|Bolling, Bradley w.|
|Court, Michael h.|
|Blumberg, Jeffrey b.|
|Chen, C-y oliver s.|
Submitted to: Drug Metabolism and Disposition
Publication Type: Peer reviewed journal
Publication Acceptance Date: 5/2/2011
Publication Date: 5/4/2011
Citation: Bolling, B., Court, M., Blumberg, J., Chen, C. 2011. Microsomal quercetin glucuronidation in rat small intestine depends on age and segment. Drug Metabolism and Disposition. 39(8):1406-1414. Interpretive Summary: Less characterized nutrients in plant foods, e.g., quercetin as a flavonol, displays protective effects against chronic diseases in animal models and clinical trials through multiple mechanisms, e.g., antioxidation and anti-inflammation. Dietary or supplemental quercetin has a low absorption rate and is extensively modified via detoxification mechanisms in intestine and liver, e.g., glucuronidation, sulfation, and methylation. These modifications facilitate quercetin efflux back to intestinal lumen before its systematic distribution and play a role in its limited availability to tissues. However, the factors affecting the capacity of such modifications have not been fully understood. Thus, in this study, we characterized the impact of age on quercetin glucuronidation catalyzed by UDP-glucuronosyltransferase (UGT). UGT activity toward the flavonoid quercetin and UGT protein were characterized in 3 equidistant small intestine (SI) segments from 4, 12, 18, and 28 mo male F344 rats. We found glucuronidation activity toward quercetin in small intestine was increased with age. However, UGT protein was not consistently changed with age. Thus, we found that the capacity of quercetin modification catalyzed by the detoxification mechanism was increased with age.

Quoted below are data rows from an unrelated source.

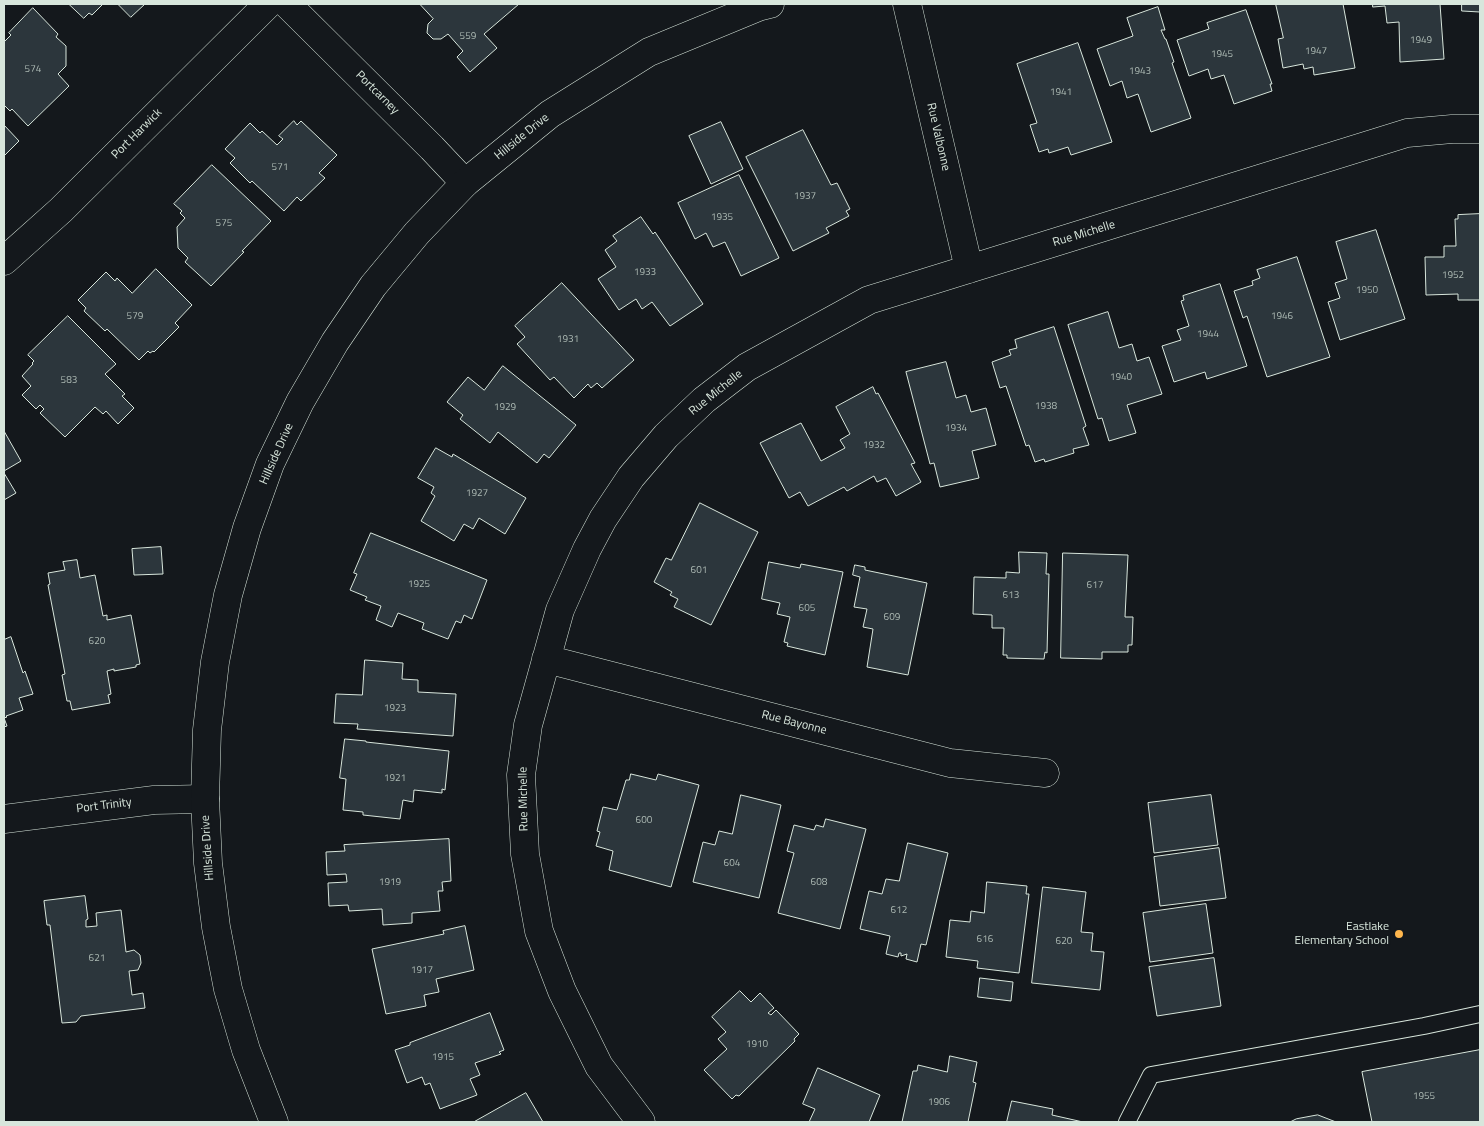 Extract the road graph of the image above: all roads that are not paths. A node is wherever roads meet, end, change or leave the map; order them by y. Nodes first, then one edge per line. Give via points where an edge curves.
1 (268, 4) edge
2 (287, 4) edge
3 (770, 4) edge
4 (907, 4) edge
5 (1480, 129) edge
6 (465, 183) junction
7 (4, 260) edge
8 (969, 269) junction
9 (546, 659) junction
10 (1045, 773) dead end
11 (205, 799) junction
12 (4, 818) edge
13 (1480, 1014) edge
14 (274, 1122) edge
15 (641, 1122) edge
16 (1127, 1122) edge

1 - 7 street, Port Harwick via 50,220
2 - 6 street, Portcarney
3 - 6 street, Hillside Drive via 649,52 550,114
4 - 8 street, Rue Valbonne
5 - 8 street, Rue Michelle via 1407,133
6 - 11 street, Hillside Drive via 417,232 373,286 300,402 270,464 228,595 214,662 207,730
8 - 9 street, Rue Michelle via 870,300 747,367 704,400 666,436 631,477 603,519 560,610
9 - 10 street, Rue Bayonne via 950,764
9 - 15 street, Rue Michelle via 528,725 521,775 525,854 539,931 562,991 599,1066
11 - 12 street, Port Trinity via 154,800
11 - 14 street, Hillside Drive via 208,863 228,989 246,1050
13 - 16 lane via 1151,1075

Technical Abstract: UDP-glucuronosyltransferase (UGT) activity toward the flavonoid quercetin and UGT protein were characterized in 3 equidistant small intestine (SI) segments from 4, 12, 18, and 28 mo male F344 rats, n=8/age using villin to control for enterocyte content. SI microsomal intrinsic clearance of quercetin were increased 3- to 9-fold from 4 mo in the proximal and distal SI at 12 and 18 mo. Similarly, at 30 µM quercetin, SI microsomal glucuronidation activity was increased with age, 4.8- and 3.9-fold greater at 18 mo than 4 mo. Quercetin UGT regioselectivity was not changed by age. The distal SI preferentially catalyzed glucuronidation at the 7-position, whereas the proximal SI produced the greatest proportion of 4’- and 3’-conjugates. Enterocyte UGT content in different SI segments was not consistently changed with age. In the proximal SI, UGT1A increased 64 and 150 % at 12 and 18 mo and UGT1A1, UGT1A7, and UGT1A8 were also increased at 12 and 18 mo. However, age-related changes in expression were inconsistent in the medial and distal segments. Microsomal rates of quercetin glucuronidation and UGT expression were positively correlated with UGT1A1 content for all pooled samples (R = 0.467) and at each age (R= 0.538 to 0.598). UGT1A7 was positively correlated with total, 7-O- and 3-O- quercetin glucuronidation at 18 mo. Thus, age-related differences in UGT quercetin glucuronidation depend upon intestinal segment and are more pronounced in the proximal and distal segments, and may be partially related to UGT1A1 and UGT1A7 content.